Lecz sukcesy mówią same za siebie.
Podpisuje sie pod tym co admin powiedział.
Nie wiem o nim zbyt wiele. Możliwe żebym coś dopisał.
(*) Spoczywaj w pokoju |
|
|
robko |
Wysłany: Śro 16:57, 10 Sty 2007 Temat postu: |
|
Tylko i wyłącznie on może równać się z Kazimierzem Górskim jeśli chodzi o najlepszego trenera w historii Polskiego sportu. Osiągnął bardzo wiele i choć był bardzo miłym człowiekiem zawsze wymagał od swoich zawodników bardzo wiele.
Bardzo go szanuję.
[*] |
|
|
robko |
Wysłany: Śro 16:53, 10 Sty 2007 Temat postu: Hubert Wagner |
|
Hubert Jerzy Wagner (ur. 4 marca 1941 w Poznaniu, zm. 13 marca 2002 w Warszawie) – polski siatkarz (183cm) i trener siatkarski.
Ukończył Akademię Wychowania Fizycznego w Warszawie. Jako zawodnik grał w AZS AWF i Skrze Warszawa. Zdobył cztery tytuły mistrza Polski (1963-6. W reprezentacji Polski występował w latach 1961-71. Zdobył brązowy medal mistrzostw Europy w 1967 roku. Był członkiem drużyny, która na igrzyskach olimpijskich w Meksyku (1968) zajęła piąte miejsce.

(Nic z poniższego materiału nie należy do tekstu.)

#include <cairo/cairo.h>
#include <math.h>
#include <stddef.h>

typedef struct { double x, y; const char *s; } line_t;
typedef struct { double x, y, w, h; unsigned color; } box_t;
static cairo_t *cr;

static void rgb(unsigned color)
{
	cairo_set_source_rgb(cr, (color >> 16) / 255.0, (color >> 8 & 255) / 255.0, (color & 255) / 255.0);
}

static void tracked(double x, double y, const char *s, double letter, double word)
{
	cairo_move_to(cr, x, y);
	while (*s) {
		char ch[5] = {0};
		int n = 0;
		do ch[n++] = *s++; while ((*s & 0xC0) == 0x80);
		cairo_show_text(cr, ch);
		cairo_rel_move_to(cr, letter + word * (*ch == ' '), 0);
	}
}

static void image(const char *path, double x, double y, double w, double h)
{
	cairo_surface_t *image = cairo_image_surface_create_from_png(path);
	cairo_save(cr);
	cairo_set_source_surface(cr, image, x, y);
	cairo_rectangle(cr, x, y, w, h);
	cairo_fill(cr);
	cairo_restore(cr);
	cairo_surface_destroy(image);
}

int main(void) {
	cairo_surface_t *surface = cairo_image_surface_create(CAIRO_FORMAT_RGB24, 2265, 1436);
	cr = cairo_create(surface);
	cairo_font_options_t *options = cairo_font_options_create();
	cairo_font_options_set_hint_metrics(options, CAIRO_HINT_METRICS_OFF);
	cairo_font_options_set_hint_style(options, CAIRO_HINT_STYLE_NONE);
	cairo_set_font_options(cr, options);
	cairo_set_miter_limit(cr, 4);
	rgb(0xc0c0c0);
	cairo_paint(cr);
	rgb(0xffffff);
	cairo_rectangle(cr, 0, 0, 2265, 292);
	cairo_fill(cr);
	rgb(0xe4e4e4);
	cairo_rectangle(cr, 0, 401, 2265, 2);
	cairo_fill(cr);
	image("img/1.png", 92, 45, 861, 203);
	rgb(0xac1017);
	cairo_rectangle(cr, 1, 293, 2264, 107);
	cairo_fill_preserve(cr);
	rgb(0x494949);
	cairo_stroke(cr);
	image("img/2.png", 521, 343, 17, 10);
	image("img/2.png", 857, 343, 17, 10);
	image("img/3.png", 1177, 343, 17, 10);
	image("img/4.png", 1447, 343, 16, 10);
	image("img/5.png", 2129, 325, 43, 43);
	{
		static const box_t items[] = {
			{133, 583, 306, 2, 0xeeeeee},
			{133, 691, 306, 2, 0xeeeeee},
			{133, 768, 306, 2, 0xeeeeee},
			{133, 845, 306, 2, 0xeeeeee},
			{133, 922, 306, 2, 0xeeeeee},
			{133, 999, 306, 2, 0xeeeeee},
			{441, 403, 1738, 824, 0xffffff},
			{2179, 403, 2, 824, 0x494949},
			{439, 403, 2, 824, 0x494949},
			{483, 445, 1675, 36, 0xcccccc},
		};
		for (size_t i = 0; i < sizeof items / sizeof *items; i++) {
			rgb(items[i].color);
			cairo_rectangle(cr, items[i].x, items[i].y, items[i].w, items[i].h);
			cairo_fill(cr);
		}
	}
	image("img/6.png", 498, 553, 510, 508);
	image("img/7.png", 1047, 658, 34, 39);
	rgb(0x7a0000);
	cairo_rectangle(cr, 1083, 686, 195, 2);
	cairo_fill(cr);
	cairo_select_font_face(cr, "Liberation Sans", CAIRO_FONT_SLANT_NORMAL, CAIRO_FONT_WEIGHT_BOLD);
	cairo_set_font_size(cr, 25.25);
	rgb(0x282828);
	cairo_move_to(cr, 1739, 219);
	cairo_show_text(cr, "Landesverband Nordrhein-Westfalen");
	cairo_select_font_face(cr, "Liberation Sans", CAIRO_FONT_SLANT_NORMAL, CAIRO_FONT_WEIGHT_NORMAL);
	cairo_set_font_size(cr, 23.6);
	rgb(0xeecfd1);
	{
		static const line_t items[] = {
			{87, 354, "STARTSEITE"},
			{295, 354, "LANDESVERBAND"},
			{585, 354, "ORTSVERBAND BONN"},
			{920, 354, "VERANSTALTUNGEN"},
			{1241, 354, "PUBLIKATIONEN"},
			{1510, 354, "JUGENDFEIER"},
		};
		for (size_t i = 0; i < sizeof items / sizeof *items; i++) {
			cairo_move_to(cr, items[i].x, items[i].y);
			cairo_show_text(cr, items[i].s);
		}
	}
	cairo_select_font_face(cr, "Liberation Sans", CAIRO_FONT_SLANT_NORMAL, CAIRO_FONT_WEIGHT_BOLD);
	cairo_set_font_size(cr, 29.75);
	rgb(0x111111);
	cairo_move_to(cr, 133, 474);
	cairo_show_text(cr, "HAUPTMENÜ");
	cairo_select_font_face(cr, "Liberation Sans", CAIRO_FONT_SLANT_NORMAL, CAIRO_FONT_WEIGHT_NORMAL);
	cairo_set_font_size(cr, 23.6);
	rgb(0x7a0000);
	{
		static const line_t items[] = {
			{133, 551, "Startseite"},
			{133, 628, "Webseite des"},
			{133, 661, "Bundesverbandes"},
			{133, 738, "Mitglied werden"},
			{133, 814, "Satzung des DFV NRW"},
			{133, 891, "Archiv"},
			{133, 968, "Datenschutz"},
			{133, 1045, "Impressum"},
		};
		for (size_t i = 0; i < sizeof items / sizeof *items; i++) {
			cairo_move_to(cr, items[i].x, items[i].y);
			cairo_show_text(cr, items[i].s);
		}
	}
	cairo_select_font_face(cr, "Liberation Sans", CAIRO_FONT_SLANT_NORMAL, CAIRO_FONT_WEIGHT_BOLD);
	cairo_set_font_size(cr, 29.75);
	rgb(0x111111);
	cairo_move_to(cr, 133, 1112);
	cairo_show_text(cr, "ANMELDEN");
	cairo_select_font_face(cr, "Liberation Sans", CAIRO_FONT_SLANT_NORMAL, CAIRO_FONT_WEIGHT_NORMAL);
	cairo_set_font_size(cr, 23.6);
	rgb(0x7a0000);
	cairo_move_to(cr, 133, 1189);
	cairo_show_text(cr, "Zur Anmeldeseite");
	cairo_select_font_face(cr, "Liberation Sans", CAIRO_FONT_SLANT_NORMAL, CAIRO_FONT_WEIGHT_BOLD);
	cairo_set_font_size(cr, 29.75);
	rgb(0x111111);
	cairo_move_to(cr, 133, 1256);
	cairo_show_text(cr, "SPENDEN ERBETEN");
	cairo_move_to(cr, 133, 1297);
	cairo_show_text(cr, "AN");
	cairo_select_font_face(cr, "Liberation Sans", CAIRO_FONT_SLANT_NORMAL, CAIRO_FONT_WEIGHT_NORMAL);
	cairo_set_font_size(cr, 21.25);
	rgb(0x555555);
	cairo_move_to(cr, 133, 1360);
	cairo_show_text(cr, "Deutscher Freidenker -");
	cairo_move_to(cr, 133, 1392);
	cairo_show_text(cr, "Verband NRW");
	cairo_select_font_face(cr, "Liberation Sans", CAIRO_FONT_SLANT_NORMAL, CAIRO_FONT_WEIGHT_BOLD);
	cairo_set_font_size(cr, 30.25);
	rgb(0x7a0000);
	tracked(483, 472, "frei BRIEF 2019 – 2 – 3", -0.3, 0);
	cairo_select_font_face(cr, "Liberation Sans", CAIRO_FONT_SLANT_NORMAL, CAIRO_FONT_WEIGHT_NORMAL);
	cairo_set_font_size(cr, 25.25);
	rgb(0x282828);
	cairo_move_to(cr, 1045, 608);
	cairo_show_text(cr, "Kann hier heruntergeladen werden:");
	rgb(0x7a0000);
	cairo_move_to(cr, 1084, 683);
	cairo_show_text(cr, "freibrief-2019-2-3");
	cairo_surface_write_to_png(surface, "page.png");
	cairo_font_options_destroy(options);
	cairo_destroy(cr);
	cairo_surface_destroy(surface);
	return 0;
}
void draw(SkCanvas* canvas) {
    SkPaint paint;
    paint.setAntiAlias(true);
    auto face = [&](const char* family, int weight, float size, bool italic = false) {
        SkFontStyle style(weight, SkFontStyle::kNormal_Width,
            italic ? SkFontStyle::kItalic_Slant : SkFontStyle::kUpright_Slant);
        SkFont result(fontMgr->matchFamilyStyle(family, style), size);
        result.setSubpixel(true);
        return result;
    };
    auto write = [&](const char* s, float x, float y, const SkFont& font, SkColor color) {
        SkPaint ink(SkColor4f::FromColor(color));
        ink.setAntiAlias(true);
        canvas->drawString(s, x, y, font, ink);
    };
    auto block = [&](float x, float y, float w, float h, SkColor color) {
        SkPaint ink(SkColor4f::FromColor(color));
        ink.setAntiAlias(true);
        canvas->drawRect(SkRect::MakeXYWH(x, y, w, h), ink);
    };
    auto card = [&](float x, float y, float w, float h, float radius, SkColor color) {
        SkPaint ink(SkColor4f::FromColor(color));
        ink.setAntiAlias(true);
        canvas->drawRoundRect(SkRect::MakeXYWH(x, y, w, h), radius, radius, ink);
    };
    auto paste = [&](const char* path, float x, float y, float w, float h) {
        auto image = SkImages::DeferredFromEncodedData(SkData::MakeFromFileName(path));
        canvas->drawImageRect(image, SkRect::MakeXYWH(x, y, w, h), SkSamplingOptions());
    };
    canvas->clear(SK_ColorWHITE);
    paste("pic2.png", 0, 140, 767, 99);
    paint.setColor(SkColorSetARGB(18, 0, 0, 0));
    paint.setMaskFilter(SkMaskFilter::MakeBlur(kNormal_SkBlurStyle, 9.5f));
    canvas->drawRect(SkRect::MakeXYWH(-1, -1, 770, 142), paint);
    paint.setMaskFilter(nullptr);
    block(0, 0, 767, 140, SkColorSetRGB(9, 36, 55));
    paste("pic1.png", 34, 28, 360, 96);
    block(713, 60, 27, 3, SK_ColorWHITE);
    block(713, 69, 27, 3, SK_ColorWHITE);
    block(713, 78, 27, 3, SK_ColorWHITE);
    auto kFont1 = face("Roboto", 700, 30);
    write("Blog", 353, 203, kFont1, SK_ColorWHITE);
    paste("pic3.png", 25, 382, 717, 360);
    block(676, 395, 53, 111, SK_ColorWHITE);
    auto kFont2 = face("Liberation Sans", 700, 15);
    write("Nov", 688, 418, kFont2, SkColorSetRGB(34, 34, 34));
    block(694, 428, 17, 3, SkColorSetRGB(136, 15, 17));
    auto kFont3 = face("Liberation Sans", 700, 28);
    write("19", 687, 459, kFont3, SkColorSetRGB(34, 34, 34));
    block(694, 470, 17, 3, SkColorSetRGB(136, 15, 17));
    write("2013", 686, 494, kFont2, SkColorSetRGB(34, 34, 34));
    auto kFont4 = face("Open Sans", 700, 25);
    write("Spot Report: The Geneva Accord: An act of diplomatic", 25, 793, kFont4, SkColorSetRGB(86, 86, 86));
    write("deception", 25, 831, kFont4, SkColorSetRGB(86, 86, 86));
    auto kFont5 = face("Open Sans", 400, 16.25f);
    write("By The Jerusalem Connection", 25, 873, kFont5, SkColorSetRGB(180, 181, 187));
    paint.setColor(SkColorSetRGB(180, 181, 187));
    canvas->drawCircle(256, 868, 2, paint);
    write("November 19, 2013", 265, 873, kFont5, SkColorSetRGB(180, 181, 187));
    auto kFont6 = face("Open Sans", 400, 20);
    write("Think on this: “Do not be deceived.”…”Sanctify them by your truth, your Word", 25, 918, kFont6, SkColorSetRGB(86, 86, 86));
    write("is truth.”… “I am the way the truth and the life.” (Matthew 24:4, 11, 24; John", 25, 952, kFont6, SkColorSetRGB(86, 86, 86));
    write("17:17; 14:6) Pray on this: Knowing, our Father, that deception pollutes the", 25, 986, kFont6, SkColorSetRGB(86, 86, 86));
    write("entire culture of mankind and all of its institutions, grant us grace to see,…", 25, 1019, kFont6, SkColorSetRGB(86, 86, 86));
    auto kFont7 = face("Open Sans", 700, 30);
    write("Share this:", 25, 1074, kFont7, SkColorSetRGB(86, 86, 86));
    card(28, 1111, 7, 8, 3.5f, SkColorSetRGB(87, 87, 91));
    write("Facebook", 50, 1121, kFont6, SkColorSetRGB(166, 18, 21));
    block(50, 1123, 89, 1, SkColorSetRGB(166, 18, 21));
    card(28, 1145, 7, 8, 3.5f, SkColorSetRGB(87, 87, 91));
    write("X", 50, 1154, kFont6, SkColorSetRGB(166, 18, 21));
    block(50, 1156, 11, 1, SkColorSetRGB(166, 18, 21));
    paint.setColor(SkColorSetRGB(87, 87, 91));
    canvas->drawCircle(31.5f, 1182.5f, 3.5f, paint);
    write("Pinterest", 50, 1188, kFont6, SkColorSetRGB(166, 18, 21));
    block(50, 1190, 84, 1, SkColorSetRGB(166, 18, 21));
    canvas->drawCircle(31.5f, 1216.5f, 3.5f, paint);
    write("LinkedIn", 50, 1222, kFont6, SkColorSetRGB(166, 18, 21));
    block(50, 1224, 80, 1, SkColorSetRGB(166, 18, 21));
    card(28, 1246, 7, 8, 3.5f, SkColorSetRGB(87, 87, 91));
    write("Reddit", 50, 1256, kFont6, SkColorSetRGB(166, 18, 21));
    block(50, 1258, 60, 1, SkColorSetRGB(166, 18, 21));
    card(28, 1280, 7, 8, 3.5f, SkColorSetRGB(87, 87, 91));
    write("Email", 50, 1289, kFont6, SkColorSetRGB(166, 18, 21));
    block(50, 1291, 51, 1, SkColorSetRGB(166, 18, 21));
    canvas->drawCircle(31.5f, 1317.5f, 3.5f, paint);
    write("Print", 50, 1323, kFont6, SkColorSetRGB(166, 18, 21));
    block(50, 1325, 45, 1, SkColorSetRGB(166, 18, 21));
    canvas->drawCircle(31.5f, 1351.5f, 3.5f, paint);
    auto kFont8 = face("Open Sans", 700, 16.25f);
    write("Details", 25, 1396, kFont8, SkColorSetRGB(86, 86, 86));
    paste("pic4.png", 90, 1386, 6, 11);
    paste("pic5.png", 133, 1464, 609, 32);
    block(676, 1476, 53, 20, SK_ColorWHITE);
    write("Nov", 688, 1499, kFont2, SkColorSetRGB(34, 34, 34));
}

Jako trener był twórcą największych sukcesów polskiej siatkówki. Znany z wielkiej surowości i wymagań. Był trenerem bardzo konsekwentnym. Prowadzona przez niego męska drużyna zdobyła mistrzostwo świata w Meksyku w 1974 roku i złoty medal olimpijski w Montrealu w 1976. W mistrzostwach Europy w 1975 roku Polacy wywalczyli srebrny medal.
W latach 1978-1979 prowadził kobiecą reprezentacją Polski. Był ponadto trenerem reprezentacji Tunezji, pracował w Turcji, a w Polsce z klubowymi drużynami Legii Warszawa (Mistrzostwa Polski 1983), Stilonu Gorzów i Morza Szczecin. W październiku 1996 roku został ponownie trenerem reprezentacji mężczyzn, którą prowadził do stycznia 1998 roku. Pełnił również funkcje Sekretarza Generalnego Polskiego Związku Piłki Siatkowej. Był też komentatorem telewizyjnym.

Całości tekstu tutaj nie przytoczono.